The fight against the SMI-Xtrata project is not yet over.
We are gratified that Sagittarius Mines, Inc. has been denied environmental clearance for the controversial $5.9 billion project in South Cotabato. For the meantime. In a formal communication to Mr Peter Forrestal, the SMI President, Atty Juan Miguel Cuna, OIC-Director of the Environmental Management Bureau of the DENR, states:
“Please be informed that the Department of Environment and Natural Resources has come up wioth a decision regarding the above subject through a memorandum from the Secretary [of the DENR] dated 03 January 2012 addressed to the undersigned. The decision’s main context is hereby quoted as follows:
‘’’Reference to the application for Environmental Compliance Certificate (ECC) of Sagittarius Mines, Inc. for their proposed Tampakan Copper-Gold Mine Project in the provinces of South Cotabato, Sarangani, Sultan Kudarat and Davao del Sur, we are returning herewith the application documents with instructions to deny the same, without prejudice to resubmission, until the issues and concerns on the use of open pit minint method shall have been clarifified and resolved by the Company (SMI) with the Provincial Government of South Cotabato.”
“In view of the above, you are hereby advised to refrain from undertaking any development activity in areas mentioned in the application for ECC until the same is issued in your favor including permits from concerned government agencies.”
For those who have been opposed to this humungous project, which proposed to leave a 500 ha. open-pit, 800 meters deep, in the Tampakan hills and seriously affect the fresh water supplies of the surrounding communities, this is happy news. Especially South Cotabato’s Provincial Council and its Governor Arthur Pingoy are to be congratulated for their courageous landmark position against open pit mining in the province.
Even if SMI is not happy. As reported in today’s PDI’s front-page article entitled, “$5.9-B Mine Project Fails to Get ECC,” Mr. Forrestal states:
“SMI intends to immediately file an appeal for a reconsideration of the decision as permitted under the ECC application process.
“We believe this decision sets a precedent that contradicts the publicly stated views of the Aquino administration – namely that national laws which permit open-pit mining methods should have precedence over conflicting provincial ordinances.”
The SMI President also stated, “We are concerned this decision was not made on the merits of our mine project Environment Impact Statement (EIS), which fully complies with the requirements of the DENR’s own ECC process and is backed by a world-class environment impact assessment study.”
The ECC has been denied. But without finality. SMI has been instructed to resolve issues with the local government of South Cotabato. SMI is smarting from this, thinking that the flawed national law on mining of 1995 would have been enough to vitiate the effect of the local provincial ordinance. They were wrong.
They have found out that a provincial ordinance backed up by the Provincial Governor, the Churches, the NGOs, the local communities, and academe is nothing to be trifled with. Especially when people are willing to fight for their integrity of their homeland.

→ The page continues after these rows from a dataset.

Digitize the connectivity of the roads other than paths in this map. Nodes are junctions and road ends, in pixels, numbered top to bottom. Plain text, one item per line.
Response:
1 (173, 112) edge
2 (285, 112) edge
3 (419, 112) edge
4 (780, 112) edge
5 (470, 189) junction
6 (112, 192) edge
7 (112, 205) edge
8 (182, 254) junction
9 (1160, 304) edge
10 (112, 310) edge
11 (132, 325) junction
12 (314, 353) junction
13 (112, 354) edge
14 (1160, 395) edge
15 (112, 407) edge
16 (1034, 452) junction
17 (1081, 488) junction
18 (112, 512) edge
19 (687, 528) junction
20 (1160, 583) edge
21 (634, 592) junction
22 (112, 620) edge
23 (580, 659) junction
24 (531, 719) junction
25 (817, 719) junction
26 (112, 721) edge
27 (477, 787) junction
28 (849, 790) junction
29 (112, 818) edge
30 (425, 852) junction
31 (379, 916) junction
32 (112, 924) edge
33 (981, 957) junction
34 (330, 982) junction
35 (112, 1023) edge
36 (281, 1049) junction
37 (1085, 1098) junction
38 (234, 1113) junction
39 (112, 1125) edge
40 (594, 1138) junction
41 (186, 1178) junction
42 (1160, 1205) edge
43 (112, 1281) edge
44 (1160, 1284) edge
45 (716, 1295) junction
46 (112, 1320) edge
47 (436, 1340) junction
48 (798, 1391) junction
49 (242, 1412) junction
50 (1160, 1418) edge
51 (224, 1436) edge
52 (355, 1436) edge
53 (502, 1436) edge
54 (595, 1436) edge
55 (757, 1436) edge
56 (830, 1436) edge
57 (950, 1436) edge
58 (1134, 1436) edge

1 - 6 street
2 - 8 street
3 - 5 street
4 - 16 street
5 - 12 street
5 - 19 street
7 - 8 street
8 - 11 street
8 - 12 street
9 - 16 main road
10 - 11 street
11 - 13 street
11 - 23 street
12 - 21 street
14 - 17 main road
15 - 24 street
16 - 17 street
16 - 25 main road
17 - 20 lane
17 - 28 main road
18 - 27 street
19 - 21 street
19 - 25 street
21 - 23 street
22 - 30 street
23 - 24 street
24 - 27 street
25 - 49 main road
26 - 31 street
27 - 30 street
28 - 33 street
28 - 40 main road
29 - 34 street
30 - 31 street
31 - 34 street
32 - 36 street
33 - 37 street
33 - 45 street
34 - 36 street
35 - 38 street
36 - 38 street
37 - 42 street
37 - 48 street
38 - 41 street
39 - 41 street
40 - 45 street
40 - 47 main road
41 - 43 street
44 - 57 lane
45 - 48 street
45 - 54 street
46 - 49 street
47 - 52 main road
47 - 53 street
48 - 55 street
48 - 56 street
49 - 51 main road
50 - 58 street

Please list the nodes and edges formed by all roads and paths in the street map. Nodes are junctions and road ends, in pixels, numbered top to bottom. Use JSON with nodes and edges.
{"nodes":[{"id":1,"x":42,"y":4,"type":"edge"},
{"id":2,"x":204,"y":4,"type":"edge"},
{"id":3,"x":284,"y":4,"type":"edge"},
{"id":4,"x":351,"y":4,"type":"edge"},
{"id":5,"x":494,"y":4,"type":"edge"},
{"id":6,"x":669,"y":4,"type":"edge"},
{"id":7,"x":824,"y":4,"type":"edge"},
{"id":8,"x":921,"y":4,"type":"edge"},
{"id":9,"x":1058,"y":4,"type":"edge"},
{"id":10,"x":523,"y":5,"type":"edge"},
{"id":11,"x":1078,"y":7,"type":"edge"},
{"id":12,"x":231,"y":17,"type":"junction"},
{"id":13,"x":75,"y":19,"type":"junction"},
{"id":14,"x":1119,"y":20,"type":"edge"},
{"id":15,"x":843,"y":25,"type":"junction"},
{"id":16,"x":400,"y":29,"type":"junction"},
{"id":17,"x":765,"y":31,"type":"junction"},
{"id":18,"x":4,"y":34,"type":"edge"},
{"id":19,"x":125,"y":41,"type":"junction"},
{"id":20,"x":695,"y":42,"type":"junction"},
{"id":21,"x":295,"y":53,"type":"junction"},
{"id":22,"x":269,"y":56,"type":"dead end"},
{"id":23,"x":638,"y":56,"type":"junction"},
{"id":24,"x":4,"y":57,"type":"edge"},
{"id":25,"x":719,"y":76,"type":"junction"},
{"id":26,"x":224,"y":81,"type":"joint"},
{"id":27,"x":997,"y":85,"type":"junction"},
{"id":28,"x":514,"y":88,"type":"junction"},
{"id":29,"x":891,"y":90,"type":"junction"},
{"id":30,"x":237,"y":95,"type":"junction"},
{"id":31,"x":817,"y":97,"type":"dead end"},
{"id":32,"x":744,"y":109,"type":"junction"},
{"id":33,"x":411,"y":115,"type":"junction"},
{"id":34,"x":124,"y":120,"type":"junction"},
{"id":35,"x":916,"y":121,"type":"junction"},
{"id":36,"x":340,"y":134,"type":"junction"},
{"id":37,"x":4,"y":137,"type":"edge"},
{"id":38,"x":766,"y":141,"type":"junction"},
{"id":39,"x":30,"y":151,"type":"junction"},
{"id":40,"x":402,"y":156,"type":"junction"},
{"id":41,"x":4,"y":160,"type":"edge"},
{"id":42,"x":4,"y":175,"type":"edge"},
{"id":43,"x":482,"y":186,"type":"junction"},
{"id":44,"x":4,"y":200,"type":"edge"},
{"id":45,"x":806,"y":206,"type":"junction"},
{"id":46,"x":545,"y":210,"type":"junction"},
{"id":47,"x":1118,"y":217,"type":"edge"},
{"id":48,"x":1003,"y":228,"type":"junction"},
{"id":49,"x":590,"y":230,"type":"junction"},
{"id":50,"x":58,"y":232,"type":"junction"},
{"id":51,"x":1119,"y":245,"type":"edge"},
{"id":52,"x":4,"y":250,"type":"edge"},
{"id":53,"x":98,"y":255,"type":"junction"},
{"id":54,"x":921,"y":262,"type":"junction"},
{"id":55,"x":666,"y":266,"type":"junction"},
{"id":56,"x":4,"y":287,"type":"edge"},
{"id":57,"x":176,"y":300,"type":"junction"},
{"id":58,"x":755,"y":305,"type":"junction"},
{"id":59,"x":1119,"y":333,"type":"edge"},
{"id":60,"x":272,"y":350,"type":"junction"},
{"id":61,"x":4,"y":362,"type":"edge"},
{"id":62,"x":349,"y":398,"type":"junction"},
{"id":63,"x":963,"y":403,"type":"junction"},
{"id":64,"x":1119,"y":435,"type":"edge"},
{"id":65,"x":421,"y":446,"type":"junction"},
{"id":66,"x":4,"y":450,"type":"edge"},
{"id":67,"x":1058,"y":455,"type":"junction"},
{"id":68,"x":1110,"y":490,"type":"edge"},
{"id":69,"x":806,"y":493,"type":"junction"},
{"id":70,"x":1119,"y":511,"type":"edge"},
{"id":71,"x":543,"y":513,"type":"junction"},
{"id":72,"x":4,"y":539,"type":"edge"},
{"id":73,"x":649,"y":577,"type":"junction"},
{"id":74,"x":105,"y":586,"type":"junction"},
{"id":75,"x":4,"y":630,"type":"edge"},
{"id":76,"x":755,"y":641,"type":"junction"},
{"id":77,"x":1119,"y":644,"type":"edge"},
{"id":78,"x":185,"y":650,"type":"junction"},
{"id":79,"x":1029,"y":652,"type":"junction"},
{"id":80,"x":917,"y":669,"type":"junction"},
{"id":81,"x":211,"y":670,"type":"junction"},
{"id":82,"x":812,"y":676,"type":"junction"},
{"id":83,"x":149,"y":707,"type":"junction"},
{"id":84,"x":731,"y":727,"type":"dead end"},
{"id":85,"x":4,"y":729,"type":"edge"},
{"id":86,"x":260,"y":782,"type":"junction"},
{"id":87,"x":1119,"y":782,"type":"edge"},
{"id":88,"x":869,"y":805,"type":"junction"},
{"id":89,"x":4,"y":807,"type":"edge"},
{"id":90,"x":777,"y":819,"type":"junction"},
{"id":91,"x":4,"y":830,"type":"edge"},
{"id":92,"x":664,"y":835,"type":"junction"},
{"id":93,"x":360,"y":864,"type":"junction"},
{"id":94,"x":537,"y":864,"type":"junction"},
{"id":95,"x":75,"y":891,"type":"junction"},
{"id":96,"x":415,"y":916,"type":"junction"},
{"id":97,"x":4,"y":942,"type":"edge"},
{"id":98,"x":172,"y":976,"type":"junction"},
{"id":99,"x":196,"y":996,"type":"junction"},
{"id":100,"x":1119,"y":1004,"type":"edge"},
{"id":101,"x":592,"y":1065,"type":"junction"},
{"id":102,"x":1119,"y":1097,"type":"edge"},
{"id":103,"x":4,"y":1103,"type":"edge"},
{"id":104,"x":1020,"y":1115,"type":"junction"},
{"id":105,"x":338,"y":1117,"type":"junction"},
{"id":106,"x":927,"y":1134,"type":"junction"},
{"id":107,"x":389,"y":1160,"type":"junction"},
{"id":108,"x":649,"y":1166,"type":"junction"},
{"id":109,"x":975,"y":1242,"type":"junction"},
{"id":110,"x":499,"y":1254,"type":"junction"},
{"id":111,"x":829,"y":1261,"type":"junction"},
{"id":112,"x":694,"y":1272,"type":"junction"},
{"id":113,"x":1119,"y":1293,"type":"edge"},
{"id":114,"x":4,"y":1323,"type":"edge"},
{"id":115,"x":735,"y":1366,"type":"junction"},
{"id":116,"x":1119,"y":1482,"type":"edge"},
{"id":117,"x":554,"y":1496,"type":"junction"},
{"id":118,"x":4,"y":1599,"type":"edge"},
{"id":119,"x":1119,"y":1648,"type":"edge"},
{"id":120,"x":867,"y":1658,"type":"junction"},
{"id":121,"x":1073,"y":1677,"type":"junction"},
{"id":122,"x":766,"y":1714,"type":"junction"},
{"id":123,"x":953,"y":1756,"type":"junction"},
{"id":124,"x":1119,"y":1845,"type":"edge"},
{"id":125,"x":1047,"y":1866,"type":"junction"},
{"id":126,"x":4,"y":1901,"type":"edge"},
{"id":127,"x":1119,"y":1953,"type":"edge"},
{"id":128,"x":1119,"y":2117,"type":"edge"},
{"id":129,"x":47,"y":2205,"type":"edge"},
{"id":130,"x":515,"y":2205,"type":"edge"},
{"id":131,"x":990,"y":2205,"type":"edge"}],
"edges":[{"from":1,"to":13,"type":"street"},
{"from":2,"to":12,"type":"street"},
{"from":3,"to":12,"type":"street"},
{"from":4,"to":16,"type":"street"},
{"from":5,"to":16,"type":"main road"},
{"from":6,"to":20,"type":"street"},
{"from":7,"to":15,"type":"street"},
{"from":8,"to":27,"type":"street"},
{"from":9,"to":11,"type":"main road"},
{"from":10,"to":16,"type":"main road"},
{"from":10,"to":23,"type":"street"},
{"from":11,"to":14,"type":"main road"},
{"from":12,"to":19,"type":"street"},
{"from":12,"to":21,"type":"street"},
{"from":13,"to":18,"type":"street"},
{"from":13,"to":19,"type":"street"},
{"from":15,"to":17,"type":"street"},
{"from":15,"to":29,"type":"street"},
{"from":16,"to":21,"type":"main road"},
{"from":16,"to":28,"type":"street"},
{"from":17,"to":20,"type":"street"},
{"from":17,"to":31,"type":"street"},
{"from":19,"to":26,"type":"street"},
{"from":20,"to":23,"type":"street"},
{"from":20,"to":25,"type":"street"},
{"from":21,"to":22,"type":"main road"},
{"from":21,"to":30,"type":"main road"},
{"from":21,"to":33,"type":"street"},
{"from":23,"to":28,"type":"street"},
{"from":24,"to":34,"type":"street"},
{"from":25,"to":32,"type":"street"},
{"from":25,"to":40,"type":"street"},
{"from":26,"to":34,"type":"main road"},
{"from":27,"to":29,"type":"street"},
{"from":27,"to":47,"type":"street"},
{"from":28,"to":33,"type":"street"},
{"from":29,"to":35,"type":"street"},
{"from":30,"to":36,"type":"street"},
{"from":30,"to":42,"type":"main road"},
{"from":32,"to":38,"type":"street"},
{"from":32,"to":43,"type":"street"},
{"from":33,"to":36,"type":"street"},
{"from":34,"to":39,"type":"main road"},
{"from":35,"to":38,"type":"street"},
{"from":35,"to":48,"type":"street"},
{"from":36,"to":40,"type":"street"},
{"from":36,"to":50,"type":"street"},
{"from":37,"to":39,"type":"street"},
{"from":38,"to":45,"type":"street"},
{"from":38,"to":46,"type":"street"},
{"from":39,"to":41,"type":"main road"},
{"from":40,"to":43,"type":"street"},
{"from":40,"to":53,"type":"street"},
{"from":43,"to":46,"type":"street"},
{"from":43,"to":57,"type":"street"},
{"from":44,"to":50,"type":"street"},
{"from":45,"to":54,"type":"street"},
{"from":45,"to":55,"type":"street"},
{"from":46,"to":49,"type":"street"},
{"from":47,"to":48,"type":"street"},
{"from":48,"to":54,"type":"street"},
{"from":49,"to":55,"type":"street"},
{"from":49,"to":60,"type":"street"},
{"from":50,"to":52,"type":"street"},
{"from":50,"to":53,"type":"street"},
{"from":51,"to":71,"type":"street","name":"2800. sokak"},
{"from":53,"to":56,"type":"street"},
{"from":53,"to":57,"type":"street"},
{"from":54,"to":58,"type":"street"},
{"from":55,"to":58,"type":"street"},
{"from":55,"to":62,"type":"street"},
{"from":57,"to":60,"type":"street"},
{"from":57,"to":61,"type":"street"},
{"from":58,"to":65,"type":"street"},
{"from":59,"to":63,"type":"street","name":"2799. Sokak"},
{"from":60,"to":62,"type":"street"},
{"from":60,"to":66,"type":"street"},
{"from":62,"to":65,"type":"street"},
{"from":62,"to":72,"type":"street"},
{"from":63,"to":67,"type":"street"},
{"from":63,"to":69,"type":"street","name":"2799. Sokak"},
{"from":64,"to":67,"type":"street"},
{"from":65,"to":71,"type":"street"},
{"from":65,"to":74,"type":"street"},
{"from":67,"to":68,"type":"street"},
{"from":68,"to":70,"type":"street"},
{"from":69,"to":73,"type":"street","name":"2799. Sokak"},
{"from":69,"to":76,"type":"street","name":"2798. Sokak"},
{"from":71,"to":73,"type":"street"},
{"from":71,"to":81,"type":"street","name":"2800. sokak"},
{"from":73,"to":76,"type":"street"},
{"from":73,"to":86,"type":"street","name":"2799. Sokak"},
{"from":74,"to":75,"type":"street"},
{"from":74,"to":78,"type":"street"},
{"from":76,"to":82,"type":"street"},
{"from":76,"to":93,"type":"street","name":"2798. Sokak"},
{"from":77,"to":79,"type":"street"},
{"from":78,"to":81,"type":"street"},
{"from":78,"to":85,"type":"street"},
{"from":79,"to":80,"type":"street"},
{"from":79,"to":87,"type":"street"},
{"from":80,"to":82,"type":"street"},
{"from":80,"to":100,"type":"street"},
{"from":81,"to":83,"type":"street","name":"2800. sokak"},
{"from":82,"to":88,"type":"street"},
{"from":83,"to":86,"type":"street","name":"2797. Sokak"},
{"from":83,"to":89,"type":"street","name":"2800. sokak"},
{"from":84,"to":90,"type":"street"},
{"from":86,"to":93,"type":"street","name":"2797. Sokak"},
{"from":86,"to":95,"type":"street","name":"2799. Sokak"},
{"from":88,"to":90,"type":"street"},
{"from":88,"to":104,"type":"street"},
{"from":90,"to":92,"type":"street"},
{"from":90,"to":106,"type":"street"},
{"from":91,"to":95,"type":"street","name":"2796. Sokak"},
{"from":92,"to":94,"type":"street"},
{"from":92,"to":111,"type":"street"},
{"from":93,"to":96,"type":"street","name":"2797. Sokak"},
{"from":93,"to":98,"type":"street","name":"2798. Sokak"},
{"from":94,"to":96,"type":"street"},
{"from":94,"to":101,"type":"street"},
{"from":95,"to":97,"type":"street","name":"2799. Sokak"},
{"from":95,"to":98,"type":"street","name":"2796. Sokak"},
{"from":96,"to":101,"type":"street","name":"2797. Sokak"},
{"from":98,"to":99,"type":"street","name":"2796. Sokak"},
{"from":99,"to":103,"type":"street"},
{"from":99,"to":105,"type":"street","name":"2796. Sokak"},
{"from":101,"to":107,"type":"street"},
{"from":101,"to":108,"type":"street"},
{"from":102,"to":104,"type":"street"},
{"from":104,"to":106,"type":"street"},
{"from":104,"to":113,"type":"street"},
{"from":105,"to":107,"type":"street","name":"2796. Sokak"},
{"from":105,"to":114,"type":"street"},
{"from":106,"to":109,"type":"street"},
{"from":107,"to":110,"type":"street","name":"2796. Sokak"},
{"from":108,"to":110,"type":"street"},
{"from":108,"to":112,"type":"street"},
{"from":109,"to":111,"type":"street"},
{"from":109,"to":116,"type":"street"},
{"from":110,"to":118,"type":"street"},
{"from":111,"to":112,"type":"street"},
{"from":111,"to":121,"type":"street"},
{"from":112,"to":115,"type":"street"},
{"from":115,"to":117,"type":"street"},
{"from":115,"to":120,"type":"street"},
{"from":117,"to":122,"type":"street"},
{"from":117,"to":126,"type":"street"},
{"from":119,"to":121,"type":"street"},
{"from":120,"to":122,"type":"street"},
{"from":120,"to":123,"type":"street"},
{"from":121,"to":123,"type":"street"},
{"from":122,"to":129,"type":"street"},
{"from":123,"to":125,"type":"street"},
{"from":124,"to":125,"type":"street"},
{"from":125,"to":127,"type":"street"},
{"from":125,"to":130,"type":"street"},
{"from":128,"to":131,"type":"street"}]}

Since SMI is going to appeal the decision, maximum vigilance among opponents to the project is yet warranted. Especially since the ultimate objectionableness of the project is not in the mere conflict of local and national laws, as the denial might suggest. Why the project must be opposed is due to the grave environmental damage the project will inflict on the concerned Provinces, seriously affecting the life and long-term welfare of the affected communities. This has been only confirmed by the “world-class environmental impact assessment study” conducted by SMI.
After the environmental disasters in Pantukan and Cagayan de Oro, all must exercise greater vigilance in how economic activities impact negatively on the environment.
Meanwhile, the denial gives both the executive and legislative department of our government a little more opportunity to seriously re-examine and reform the national policy on mining so that large-scale mining activities, largely foreign, do not ravage the Philippine environment with impunity, and give to foreigners free of charge the mineral patrimony of the nation. Also urgent is the need to regulate, or completely eradicate, the activities of environmentally harmful small-scale miners.
Even with new laws, the country must develop the capacity to enforce them. Meanwhile, the denial of environmental clearances is enlightened.
The PDI article today ends with the statement, “The Philippines aims to amass $18 billion in aggregate mining investments by 2016.” Investments, however, are not necessarily wealth for the country. Without a more enlightened national policy on mining, these investments could lead to the loss of US 187 billion worth of minerals which belong to the Filipino People.
In this light, people should invest in something else.